European Data Protection Supervisor
European Data Protection Supervisor

EDPS guide to securing information and business continuity

EDPS guide to securing information and business continuity

21/03/2016
21
Mar
2016

EDPS guide to securing information and business continuity

In his Guidance on Information Security Risk Management published today, the European Data Protection Supervisor (EDPS) advises EU institutions on how to ensure a secure and trustworthy digital environment for the information that is essential for the functioning of their services.

Wojciech Wiewiórowski, Assistant Supervisor, said: "The security of personal data is a legal requirement, but it is also necessary in the interests of organisations that rely on the use of information for their daily business. It is essential that they maintain appropriate security levels for information since the value and efficiency of their work is so dependent upon it. I urge the hierarchies in the EU institutions to engage in the tailored development and use of information security risk management processes to address the specific needs of their organisation." 

Different organisations are exposed to different security risks to the information they use, so state-of-the-art risk assessment methods provide an efficient way of identifying the appropriate solutions for the specific risks faced by an institution and can justify the use of financial and IT resources to develop those solutions.

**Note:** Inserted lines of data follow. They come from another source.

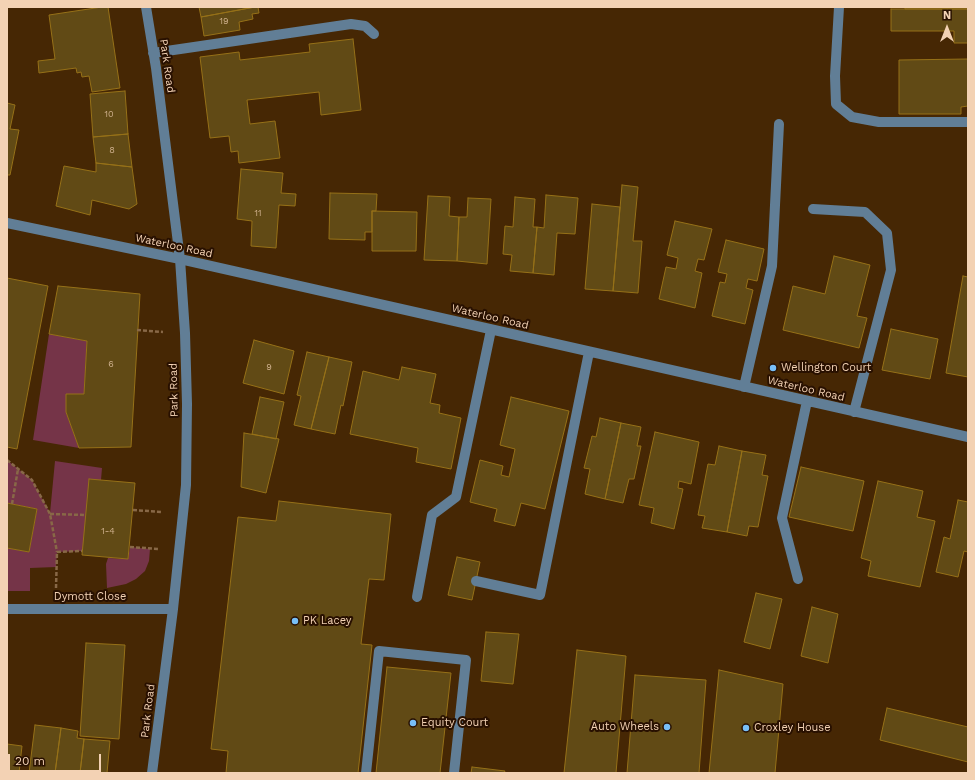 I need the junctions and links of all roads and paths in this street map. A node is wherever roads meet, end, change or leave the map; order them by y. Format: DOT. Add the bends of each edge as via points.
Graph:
graph roads {
  1 [pos="146,7"];
  2 [pos="839,7"];
  3 [pos="374,34"];
  4 [pos="153,53"];
  5 [pos="968,122"];
  6 [pos="779,124"];
  7 [pos="813,209"];
  8 [pos="7,223"];
  9 [pos="180,259"];
  10 [pos="491,330"];
  11 [pos="589,352"];
  12 [pos="744,387"];
  13 [pos="807,401"];
  14 [pos="854,412"];
  15 [pos="968,437"];
  16 [pos="7,460"];
  17 [pos="18,469"];
  18 [pos="12,504"];
  19 [pos="133,510"];
  20 [pos="183,513"];
  21 [pos="50,514"];
  22 [pos="86,515"];
  23 [pos="130,547"];
  24 [pos="82,551"];
  25 [pos="179,551"];
  26 [pos="57,552"];
  27 [pos="798,579"];
  28 [pos="476,581"];
  29 [pos="417,597"];
  30 [pos="56,608"];
  31 [pos="173,608"];
  32 [pos="7,609"];
  33 [pos="152,773"];
  34 [pos="366,773"];
  35 [pos="454,773"];
  1 -- 4 [label="street, Park Road"];
  2 -- 5 [label="street" via="834,76 836,104 852,117 879,122"];
  3 -- 4 [label="street" via="365,26 351,24"];
  4 -- 9 [label="street, Park Road"];
  6 -- 12 [label="street" via="772,266"];
  7 -- 14 [label="street" via="865,212 886,232 891,270"];
  8 -- 9 [label="street, Waterloo Road"];
  9 -- 10 [label="street, Waterloo Road"];
  9 -- 20 [label="street, Park Road" via="186,333 187,404"];
  10 -- 11 [label="street, Waterloo Road"];
  10 -- 29 [label="street" via="456,497 432,515"];
  11 -- 12 [label="street, Waterloo Road"];
  11 -- 28 [label="street" via="540,595"];
  12 -- 13 [label="street, Waterloo Road"];
  13 -- 14 [label="street, Waterloo Road"];
  13 -- 27 [label="street" via="782,518"];
  14 -- 15 [label="street, Waterloo Road"];
  16 -- 17 [label="path"];
  17 -- 18 [label="path"];
  17 -- 21 [label="path" via="32,480"];
  19 -- 20 [label="path"];
  20 -- 25 [label="street, Park Road"];
  21 -- 22 [label="path"];
  21 -- 26 [label="path"];
  23 -- 25 [label="path"];
  24 -- 26 [label="path"];
  25 -- 31 [label="street, Park Road"];
  26 -- 30 [label="path"];
  30 -- 31 [label="street, Dymott Close"];
  30 -- 32 [label="street, Dymott Close"];
  31 -- 33 [label="street, Park Road"];
  34 -- 35 [label="street" via="379,651 466,660"];
} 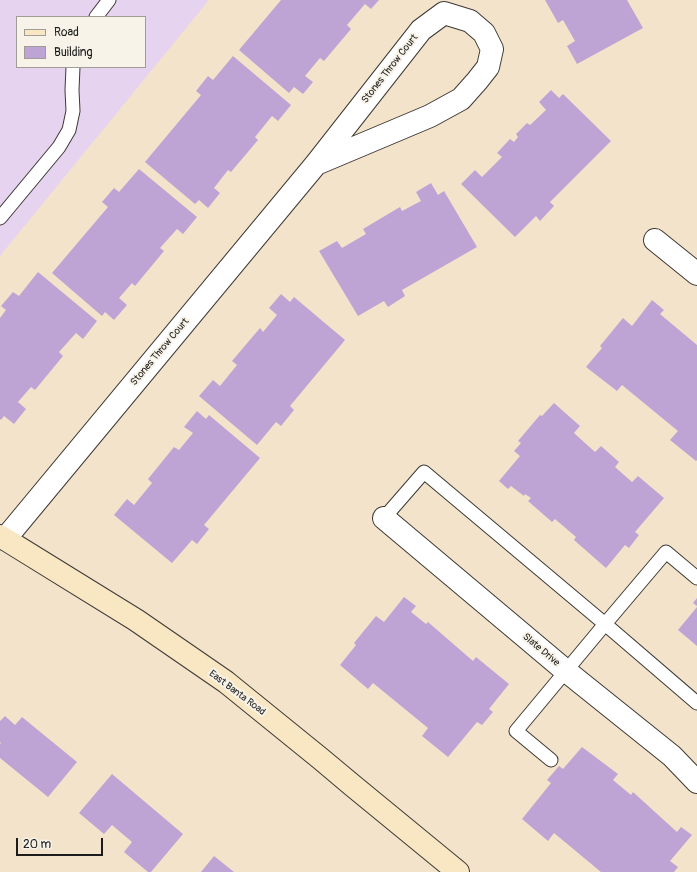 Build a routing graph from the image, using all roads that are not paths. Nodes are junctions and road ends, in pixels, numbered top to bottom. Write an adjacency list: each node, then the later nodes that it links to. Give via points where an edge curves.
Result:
1 (110, 0): 2 (lane)
2 (97, 16)
3 (73, 68): 5 (lane, via 73,111 69,130 59,147)
4 (316, 164): 4 (street, Stones Throw Court, via 430,116 460,99 488,67 492,49 484,33 470,21 444,13 421,30); 9 (street, Stones Throw Court)
5 (0, 218)
6 (656, 240): 7 (street)
7 (697, 274)
8 (384, 518): 11 (lane, via 424,472); 12 (street, Slate Drive)
9 (2, 538): 16 (street, East Banta Road, via 136,620 226,682)
10 (697, 578): 11 (lane, via 666,552)
11 (604, 624): 12 (lane); 13 (lane)
12 (566, 671): 14 (lane, via 516,731); 15 (street, Slate Drive, via 672,756)
13 (697, 703)
14 (551, 760)
15 (697, 782)
16 (458, 872)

Information security risk management for personal data requires specialist expertise in information and IT security as well as data protection. Data Protection Officers (DPOs) should support information and IT security experts in the development of these processes.

Technical security solutions alone cannot solve the issue of information security. An organisation's hierarchy is ultimately responsible for the enforcement of decisions that affect applications and the IT infrastructures that support them. Management has to support the development and implementation of policies and to mobilise the resources required to counter the information risks that an organisation faces.

While this Guidance document is primarily aimed at the EU institutions, anyone interested in data protection might find it useful; the Data Protection Regulation applicable to the EU institutions (Regulation (EC) No 45/2001) is similar in many respects to the data protection Directive (EC) 95/46), which is implemented into the national laws of EU Member States, as well as in Iceland, Liechtenstein and Norway.

This Guidance will continue to be useful with the entry into force of the new General Data Protection Regulation which maintains the principle of risk management for security and strengthens overall responsibility and governance requirements, by explicitly introducing the principle of accountability in respecting data protection obligations.

Background information
 

The rules for data protection in the EU institutions, as well as the duties of the European Data Protection Supervisor (EDPS), are set out in Regulation (EC) No 45/2001. The EDPS is a relatively new but increasingly influential independent supervisory authority with responsibility for monitoring the processing of personal data by the EU institutions and bodies, advising on policies and legislation that affect privacy and cooperating with similar authorities to ensure consistent data protection.                        

Giovanni Buttarelli (EDPS) and Wojciech Wiewiórowski (Assistant EDPS) are members of the institution, appointed by a joint decision of the European Parliament and the Council. Assigned for a five year term, they took office on 4 December 2014.

Personal information or data: Any information relating to an identified or identifiable natural (living) person. Examples include names, dates of birth, photographs, video footage, email addresses and telephone numbers. Other details such as IP addresses and communications content - related to or provided by end-users of communications services - are also considered as personal data.

Privacy: the right of an individual to be left alone and in control of information about his or herself. The right to privacy or private life is enshrined in the Universal Declaration of Human Rights (Article 12), the European Convention of Human Rights (Article 8) and the European Charter of Fundamental Rights (Article 7). The Charter also contains an explicit right to the protection of personal data (Article 8)

Processing of personal data: According to Article 2(b) of Regulation (EC) No 45/2001, processing of personal data refers to "any operation or set of operations which is performed upon personal data, whether or not by automatic means, such as collection, recording, organisation, storage, adaptation or alteration, retrieval, consultation, use, disclosure by transmission, dissemination or otherwise making available, alignment or combination, blocking, erasure or destruction." See the glossary on the EDPS website.

Article 22 of Regulation 45/2001: contains the legal requirement for EU institutions to mitigate the risks when processing personal data;

  • In their analysis, Information Security Risk Management must also cover information security risks affecting personal data;
  • From their analysis, a set of suitable security measures may be defined and implemented.

Security measures protecting personal data cannot be defined generically since they must come from the Information Security Risk Management process, which takes into account the specific context in which personal data is processed.

Information Security experts specialise in developing ways to protect information and information systems from unauthorised access, use, disclosure, disruption, modification, or destruction.

IT Security experts specialise in developing ways to protect information using various forms of technology to create, store, use and exchange such information against unauthorised access, misuse, malfunction, modification, destruction, or improper disclosure.